OS ARRASTÕES DAS PRAIAS DA BARRA E DO FORTE
José Milbs de Lacerda Gama
As infâncias guardam fatos que nunca existiriam não tivéssemos o pensamento fixado em que sua perpetuação se fizesse presente no formato de uma crônica.
Como seria a historia de Macaé sem que fosse relatado as madrugadas dos arrastões das praias da Barra e do forte.? Pela madrugada, quando os barcos iam para o alto mar estenderem suas redes artesanais, era muito difícil, na volta, recolherem sósinhos cheias de possíveis peixes.
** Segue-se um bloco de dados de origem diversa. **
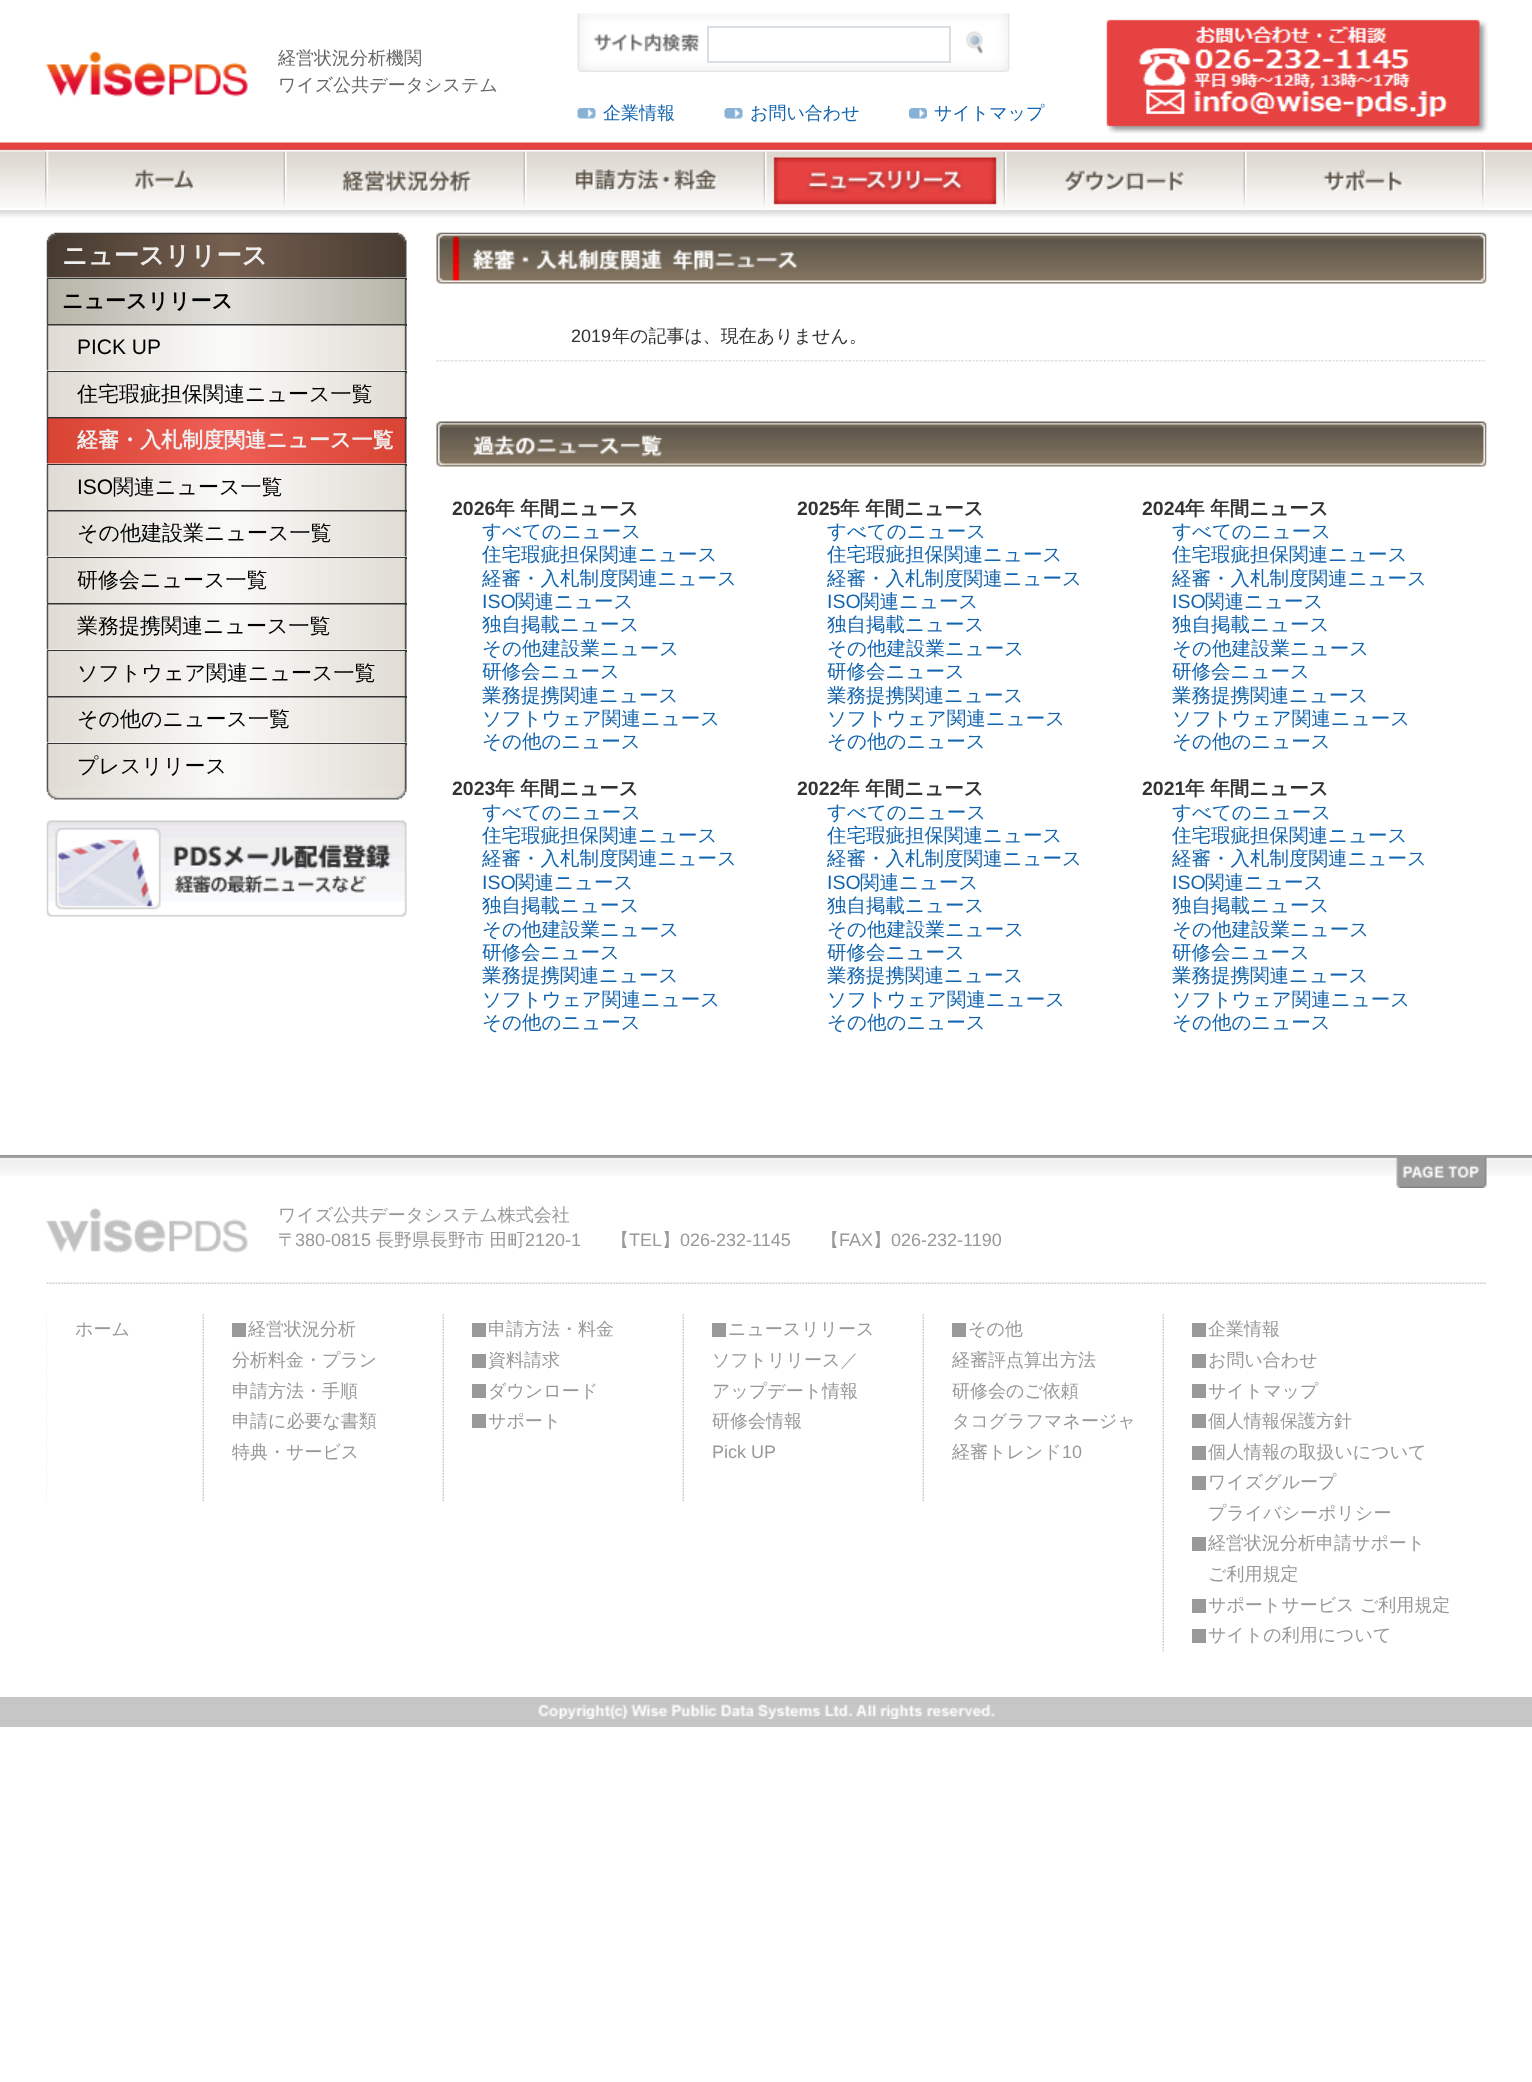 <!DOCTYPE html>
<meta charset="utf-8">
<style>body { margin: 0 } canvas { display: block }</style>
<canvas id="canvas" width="1532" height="2082"></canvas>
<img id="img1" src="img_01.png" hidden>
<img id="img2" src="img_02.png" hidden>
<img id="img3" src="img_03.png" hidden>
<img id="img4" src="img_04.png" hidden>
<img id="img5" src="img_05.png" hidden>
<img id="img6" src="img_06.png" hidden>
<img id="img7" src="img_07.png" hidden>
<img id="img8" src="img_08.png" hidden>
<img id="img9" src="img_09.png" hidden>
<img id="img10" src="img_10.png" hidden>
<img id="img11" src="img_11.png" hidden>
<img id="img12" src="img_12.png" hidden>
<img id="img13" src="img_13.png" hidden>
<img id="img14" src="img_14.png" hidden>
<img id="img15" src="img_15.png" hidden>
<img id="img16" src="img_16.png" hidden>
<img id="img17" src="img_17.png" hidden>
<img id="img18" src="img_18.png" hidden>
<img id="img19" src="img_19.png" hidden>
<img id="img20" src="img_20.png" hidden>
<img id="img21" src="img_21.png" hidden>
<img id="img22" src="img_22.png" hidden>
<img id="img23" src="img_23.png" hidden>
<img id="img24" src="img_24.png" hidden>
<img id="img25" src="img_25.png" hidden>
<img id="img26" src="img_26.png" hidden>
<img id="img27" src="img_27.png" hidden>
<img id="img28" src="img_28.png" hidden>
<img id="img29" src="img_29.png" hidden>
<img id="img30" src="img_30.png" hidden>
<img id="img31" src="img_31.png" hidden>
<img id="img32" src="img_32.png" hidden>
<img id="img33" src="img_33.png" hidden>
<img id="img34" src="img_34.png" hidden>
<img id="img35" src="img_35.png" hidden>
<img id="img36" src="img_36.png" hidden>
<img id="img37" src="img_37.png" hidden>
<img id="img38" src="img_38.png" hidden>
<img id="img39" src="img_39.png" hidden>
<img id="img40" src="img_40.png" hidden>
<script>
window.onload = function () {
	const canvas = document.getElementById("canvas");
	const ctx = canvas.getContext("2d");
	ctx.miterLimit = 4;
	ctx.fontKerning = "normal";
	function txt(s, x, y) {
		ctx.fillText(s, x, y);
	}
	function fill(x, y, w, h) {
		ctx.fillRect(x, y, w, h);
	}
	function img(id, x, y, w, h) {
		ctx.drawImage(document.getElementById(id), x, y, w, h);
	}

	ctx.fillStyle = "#FFFFFF";
	fill(0, 0, 1532, 2082);
	img("img1", 0, 142, 1532, 66);
	img("img2", 46, 50, 202, 47);
	img("img3", 577, 13, 433, 59);
	img("img4", 594, 32, 105, 20);
	ctx.strokeStyle = "#D8DEE2";
	ctx.lineWidth = 2;
	ctx.strokeRect(708, 27, 242, 35);
	img("img5", 966, 31, 17, 23);
	img("img6", 1106, 19, 382, 115);
	img("img7", 577, 108, 19, 11);
	img("img7", 724, 108, 19, 11);
	img("img8", 909, 108, 18, 11);
	img("img9", 45, 150, 240, 59);
	img("img10", 285, 150, 240, 59);
	img("img11", 525, 150, 240, 59);
	img("img12", 765, 150, 240, 59);
	img("img13", 1005, 150, 240, 59);
	img("img14", 1245, 150, 240, 59);
	img("img15", 0, 210, 1532, 8);
	img("img16", 46, 232, 361, 46);
	ctx.fillStyle = "#333333";
	fill(47, 278, 360, 2);
	img("img17", 46, 279, 361, 45);
	fill(47, 324, 360, 2);
	img("img18", 46, 325, 361, 46);
	fill(47, 371, 360, 2);
	img("img19", 46, 372, 361, 45);
	fill(47, 417, 360, 2);
	img("img20", 46, 418, 361, 46);
	fill(47, 464, 360, 2);
	img("img21", 46, 465, 361, 45);
	fill(47, 510, 360, 2);
	img("img22", 46, 511, 361, 46);
	fill(47, 557, 360, 2);
	img("img23", 46, 558, 361, 45);
	fill(47, 603, 360, 2);
	img("img24", 46, 604, 361, 46);
	fill(47, 650, 360, 2);
	img("img25", 46, 651, 361, 45);
	fill(47, 696, 360, 2);
	img("img26", 46, 697, 361, 46);
	fill(47, 743, 360, 2);
	img("img27", 46, 744, 361, 45);
	img("img28", 46, 789, 361, 11);
	img("img29", 46, 820, 361, 97);
	img("img30", 436, 232, 1051, 52);
	img("img31", 436, 360, 1051, 2);
	img("img32", 436, 421, 1051, 46);
	img("img33", 0, 1155, 1532, 21);
	img("img34", 1396, 1157, 91, 31);
	img("img35", 46, 1282, 1441, 2);
	img("img36", 46, 1207, 202, 46);
	img("img37", 46, 1314, 1, 188);
	img("img38", 202, 1314, 2, 188);
	ctx.fillStyle = "#999999";
	fill(232, 1323, 14, 14);
	img("img38", 442, 1314, 2, 188);
	fill(472, 1323, 14, 14);
	fill(472, 1354, 14, 14);
	fill(472, 1384, 14, 14);
	fill(472, 1414, 14, 14);
	img("img38", 682, 1314, 2, 188);
	fill(712, 1323, 14, 14);
	img("img38", 922, 1314, 2, 188);
	fill(952, 1323, 14, 14);
	img("img39", 1162, 1314, 2, 338);
	fill(1192, 1323, 14, 14);
	fill(1192, 1354, 14, 14);
	fill(1192, 1384, 14, 14);
	fill(1192, 1414, 14, 14);
	fill(1192, 1446, 14, 14);
	fill(1192, 1476, 14, 14);
	fill(1192, 1537, 14, 14);
	fill(1192, 1599, 14, 14);
	fill(1192, 1629, 14, 14);
	ctx.fillStyle = "#C6C6C6";
	fill(0, 1697, 1532, 30);
	img("img40", 538, 1704, 457, 15);
	ctx.font = "500 18px WenQuanYi Zen Hei";
	ctx.fillStyle = "#666666";
	txt("経営状況分析機関", 278, 64);
	txt("ワイズ公共データシステム", 278, 91);
	ctx.fillStyle = "#1264AE";
	txt("企業情報", 603, 119);
	txt("お問い合わせ", 750, 119);
	txt("サイトマップ", 934, 119);
	ctx.font = "bold 25.25px WenQuanYi Zen Hei";
	ctx.fillStyle = "#EEEEEE";
	txt("ニュースリリース", 62, 264);
	ctx.font = "bold 21px WenQuanYi Zen Hei";
	ctx.fillStyle = "#000000";
	txt("ニュースリリース", 62, 308);
	ctx.font = "21px Liberation Sans";
	txt("PICK UP", 77, 354);
	ctx.font = "500 21px WenQuanYi Zen Hei";
	txt("住宅瑕疵担保関連ニュース一覧", 77, 401);
	ctx.font = "bold 21px WenQuanYi Zen Hei";
	ctx.fillStyle = "#EEEEEE";
	txt("経審・入札制度関連ニュース一覧", 77, 447);
	ctx.font = "21px Liberation Sans";
	ctx.fillStyle = "#000000";
	txt("ISO", 77, 494);
	ctx.font = "500 21px WenQuanYi Zen Hei";
	txt("関連ニュース一覧", 113, 494);
	txt("その他建設業ニュース一覧", 77, 540);
	txt("研修会ニュース一覧", 77, 587);
	txt("業務提携関連ニュース一覧", 77, 633);
	txt("ソフトウェア関連ニュース一覧", 77, 680);
	txt("その他のニュース一覧", 77, 726);
	txt("プレスリリース", 77, 773);
	ctx.font = "18px Liberation Sans";
	ctx.fillStyle = "#333333";
	txt("2019", 571, 342);
	ctx.font = "500 18px WenQuanYi Zen Hei";
	txt("年の記事は、現在ありません。", 612, 342);
	ctx.font = "bold 19.5px Liberation Sans";
	txt("2026", 452, 515);
	ctx.font = "bold 19.5px WenQuanYi Zen Hei";
	txt("年 年間ニュース", 495, 515);
	ctx.font = "500 19.5px WenQuanYi Zen Hei";
	ctx.fillStyle = "#1264AE";
	txt("すべてのニュース", 482, 538);
	txt("住宅瑕疵担保関連ニュース", 482, 561);
	txt("経審・入札制度関連ニュース", 482, 585);
	ctx.font = "19.5px Liberation Sans";
	txt("ISO", 482, 608);
	ctx.font = "500 19.5px WenQuanYi Zen Hei";
	txt("関連ニュース", 515, 608);
	txt("独自掲載ニュース", 482, 631);
	txt("その他建設業ニュース", 482, 655);
	txt("研修会ニュース", 482, 678);
	txt("業務提携関連ニュース", 482, 702);
	txt("ソフトウェア関連ニュース", 482, 725);
	txt("その他のニュース", 482, 748);
	ctx.font = "bold 19.5px Liberation Sans";
	ctx.fillStyle = "#333333";
	txt("2025", 797, 515);
	ctx.font = "bold 19.5px WenQuanYi Zen Hei";
	txt("年 年間ニュース", 840, 515);
	ctx.font = "500 19.5px WenQuanYi Zen Hei";
	ctx.fillStyle = "#1264AE";
	txt("すべてのニュース", 827, 538);
	txt("住宅瑕疵担保関連ニュース", 827, 561);
	txt("経審・入札制度関連ニュース", 827, 585);
	ctx.font = "19.5px Liberation Sans";
	txt("ISO", 827, 608);
	ctx.font = "500 19.5px WenQuanYi Zen Hei";
	txt("関連ニュース", 860, 608);
	txt("独自掲載ニュース", 827, 631);
	txt("その他建設業ニュース", 827, 655);
	txt("研修会ニュース", 827, 678);
	txt("業務提携関連ニュース", 827, 702);
	txt("ソフトウェア関連ニュース", 827, 725);
	txt("その他のニュース", 827, 748);
	ctx.font = "bold 19.5px Liberation Sans";
	ctx.fillStyle = "#333333";
	txt("2024", 1142, 515);
	ctx.font = "bold 19.5px WenQuanYi Zen Hei";
	txt("年 年間ニュース", 1185, 515);
	ctx.font = "500 19.5px WenQuanYi Zen Hei";
	ctx.fillStyle = "#1264AE";
	txt("すべてのニュース", 1172, 538);
	txt("住宅瑕疵担保関連ニュース", 1172, 561);
	txt("経審・入札制度関連ニュース", 1172, 585);
	ctx.font = "19.5px Liberation Sans";
	txt("ISO", 1172, 608);
	ctx.font = "500 19.5px WenQuanYi Zen Hei";
	txt("関連ニュース", 1205, 608);
	txt("独自掲載ニュース", 1172, 631);
	txt("その他建設業ニュース", 1172, 655);
	txt("研修会ニュース", 1172, 678);
	txt("業務提携関連ニュース", 1172, 702);
	txt("ソフトウェア関連ニュース", 1172, 725);
	txt("その他のニュース", 1172, 748);
	ctx.font = "bold 19.5px Liberation Sans";
	ctx.fillStyle = "#333333";
	txt("2023", 452, 795);
	ctx.font = "bold 19.5px WenQuanYi Zen Hei";
	txt("年 年間ニュース", 495, 795);
	ctx.font = "500 19.5px WenQuanYi Zen Hei";
	ctx.fillStyle = "#1264AE";
	txt("すべてのニュース", 482, 819);
	txt("住宅瑕疵担保関連ニュース", 482, 842);
	txt("経審・入札制度関連ニュース", 482, 865);
	ctx.font = "19.5px Liberation Sans";
	txt("ISO", 482, 889);
	ctx.font = "500 19.5px WenQuanYi Zen Hei";
	txt("関連ニュース", 515, 889);
	txt("独自掲載ニュース", 482, 912);
	txt("その他建設業ニュース", 482, 936);
	txt("研修会ニュース", 482, 959);
	txt("業務提携関連ニュース", 482, 982);
	txt("ソフトウェア関連ニュース", 482, 1006);
	txt("その他のニュース", 482, 1029);
	ctx.font = "bold 19.5px Liberation Sans";
	ctx.fillStyle = "#333333";
	txt("2022", 797, 795);
	ctx.font = "bold 19.5px WenQuanYi Zen Hei";
	txt("年 年間ニュース", 840, 795);
	ctx.font = "500 19.5px WenQuanYi Zen Hei";
	ctx.fillStyle = "#1264AE";
	txt("すべてのニュース", 827, 819);
	txt("住宅瑕疵担保関連ニュース", 827, 842);
	txt("経審・入札制度関連ニュース", 827, 865);
	ctx.font = "19.5px Liberation Sans";
	txt("ISO", 827, 889);
	ctx.font = "500 19.5px WenQuanYi Zen Hei";
	txt("関連ニュース", 860, 889);
	txt("独自掲載ニュース", 827, 912);
	txt("その他建設業ニュース", 827, 936);
	txt("研修会ニュース", 827, 959);
	txt("業務提携関連ニュース", 827, 982);
	txt("ソフトウェア関連ニュース", 827, 1006);
	txt("その他のニュース", 827, 1029);
	ctx.font = "bold 19.5px Liberation Sans";
	ctx.fillStyle = "#333333";
	txt("2021", 1142, 795);
	ctx.font = "bold 19.5px WenQuanYi Zen Hei";
	txt("年 年間ニュース", 1185, 795);
	ctx.font = "500 19.5px WenQuanYi Zen Hei";
	ctx.fillStyle = "#1264AE";
	txt("すべてのニュース", 1172, 819);
	txt("住宅瑕疵担保関連ニュース", 1172, 842);
	txt("経審・入札制度関連ニュース", 1172, 865);
	ctx.font = "19.5px Liberation Sans";
	txt("ISO", 1172, 889);
	ctx.font = "500 19.5px WenQuanYi Zen Hei";
	txt("関連ニュース", 1205, 889);
	txt("独自掲載ニュース", 1172, 912);
	txt("その他建設業ニュース", 1172, 936);
	txt("研修会ニュース", 1172, 959);
	txt("業務提携関連ニュース", 1172, 982);
	txt("ソフトウェア関連ニュース", 1172, 1006);
	txt("その他のニュース", 1172, 1029);
	ctx.font = "500 18px WenQuanYi Zen Hei";
	ctx.fillStyle = "#999999";
	txt("ワイズ公共データシステム株式会社", 278, 1221);
	txt("〒", 278, 1246);
	ctx.font = "18px Liberation Sans";
	txt("380-0815", 295, 1246);
	ctx.font = "500 18px WenQuanYi Zen Hei";
	txt("長野県長野市 田町", 376, 1246);
	ctx.font = "18px Liberation Sans";
	txt("2120-1", 525, 1246);
	ctx.font = "500 18px WenQuanYi Zen Hei";
	txt("【", 611, 1246);
	ctx.font = "18px Liberation Sans";
	txt("TEL", 629, 1246);
	ctx.font = "500 18px WenQuanYi Zen Hei";
	txt("】", 662, 1246);
	ctx.font = "18px Liberation Sans";
	txt("026-232-1145", 680, 1246);
	ctx.font = "500 18px WenQuanYi Zen Hei";
	txt("【", 821, 1246);
	ctx.font = "18px Liberation Sans";
	txt("FAX", 839, 1246);
	ctx.font = "500 18px WenQuanYi Zen Hei";
	txt("】", 873, 1246);
	ctx.font = "18px Liberation Sans";
	txt("026-232-1190", 891, 1246);
	ctx.font = "500 18px WenQuanYi Zen Hei";
	txt("ホーム", 75, 1335);
	txt("経営状況分析", 248, 1335);
	txt("分析料金・プラン", 232, 1366);
	txt("申請方法・手順", 232, 1397);
	txt("申請に必要な書類", 232, 1427);
	txt("特典・サービス", 232, 1458);
	txt("申請方法・料金", 488, 1335);
	txt("資料請求", 488, 1366);
	txt("ダウンロード", 488, 1397);
	txt("サポート", 488, 1427);
	txt("ニュースリリース", 728, 1335);
	txt("ソフトリリース／", 712, 1366);
	txt("アップデート情報", 712, 1397);
	txt("研修会情報", 712, 1427);
	ctx.font = "18px Liberation Sans";
	txt("Pick UP", 712, 1458);
	ctx.font = "500 18px WenQuanYi Zen Hei";
	txt("その他", 968, 1335);
	txt("経審評点算出方法", 952, 1366);
	txt("研修会のご依頼", 952, 1397);
	txt("タコグラフマネージャ", 952, 1427);
	txt("経審トレンド", 952, 1458);
	ctx.font = "18px Liberation Sans";
	txt("10", 1062, 1458);
	ctx.font = "500 18px WenQuanYi Zen Hei";
	txt("企業情報", 1208, 1335);
	txt("お問い合わせ", 1208, 1366);
	txt("サイトマップ", 1208, 1397);
	txt("個人情報保護方針", 1208, 1427);
	txt("個人情報の取扱いについて", 1208, 1458);
	txt("ワイズグループ", 1208, 1488);
	txt("プライバシーポリシー", 1208, 1519);
	txt("経営状況分析申請サポート", 1208, 1549);
	txt("ご利用規定", 1208, 1580);
	txt("サポートサービス ご利用規定", 1208, 1611);
	txt("サイトの利用について", 1208, 1641);
};
</script>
A solução era espalhar pelas cercanias que, quem ajudasse puxar os arrastões, poderiam pegar tantos peixes quantos pudessem levar pra casa. Claro que eram os peixes menores.
No dia de arrasto havia uma sinfonia comunicativa de boca em boca que circulava em toda a cidade e creio que isto acontece em todas as cidades a beira do mar. Gente avisando que, na próxima madrugada, haveria o tão esperado Arrastão.
Na praia da Barra tinha a presença marcante dos moradores. A família de Letício Ribeiro, o velho Deco, os filhos do Pai de Adilson e Walter Pereira, As tias e primos de Maria das Graças Franco, seus vizinhos, o Joaquim Lobo e todos os seus amigos que mais tarde o fariam vereador.
Os moradores da Boa Vista, Felix do Mercado, Sergipe, reunidos com os Barretos, capitaneados por Jajara, pai de Fernando e Claudia Barreto, eram avisados em primeiro lugar devido a proximidade com a Barra.
Os moradores do centro, Baeca, Buruca e periferia da Aroeira, recebiam a noticia que ia haver arastão através de Roberto e Ruy Mourão que fiziam a ponte entre a cidade e o bairro. Roberto foi um brilhante politico nos anos 60 e quase chega a prefeitura em 1962.
Na da Praia do forte, os remanescentes da Rua do Meio, cajueiros, Rua do Sacramento e morros do Carvão e Viaduto, tinha como avisante mor os Mirian Almeida e seus irmãos.
As lembranças ficam por conta de quem participava como Dabarra (da Barra), Paulinho irmão de Bonga e Léa, António Franco, Joaquim Lobo, Manoel Papagaio e seus irmãos, a filharada de Luiz Pinheiro, Os irmãos de Adilson Pereira , Baeca, os Barretos filhos de seu José Barreto, os filhos de Pastora, Felix do Mercado, Papa Lambida que comandavam as alegres madrugadas da Praia da Barra com gritos infantis e alegrias no enchimento de sacolas e sacos.
António Franco, que hoje é vereador e Pastor Evangélico, sempre levava para casa os sacos cheios de peixes que serviriam para longas e deliciosas refeições. Ele pode confirmar com detalhes vividos estes momentos extremamente macaense e puro.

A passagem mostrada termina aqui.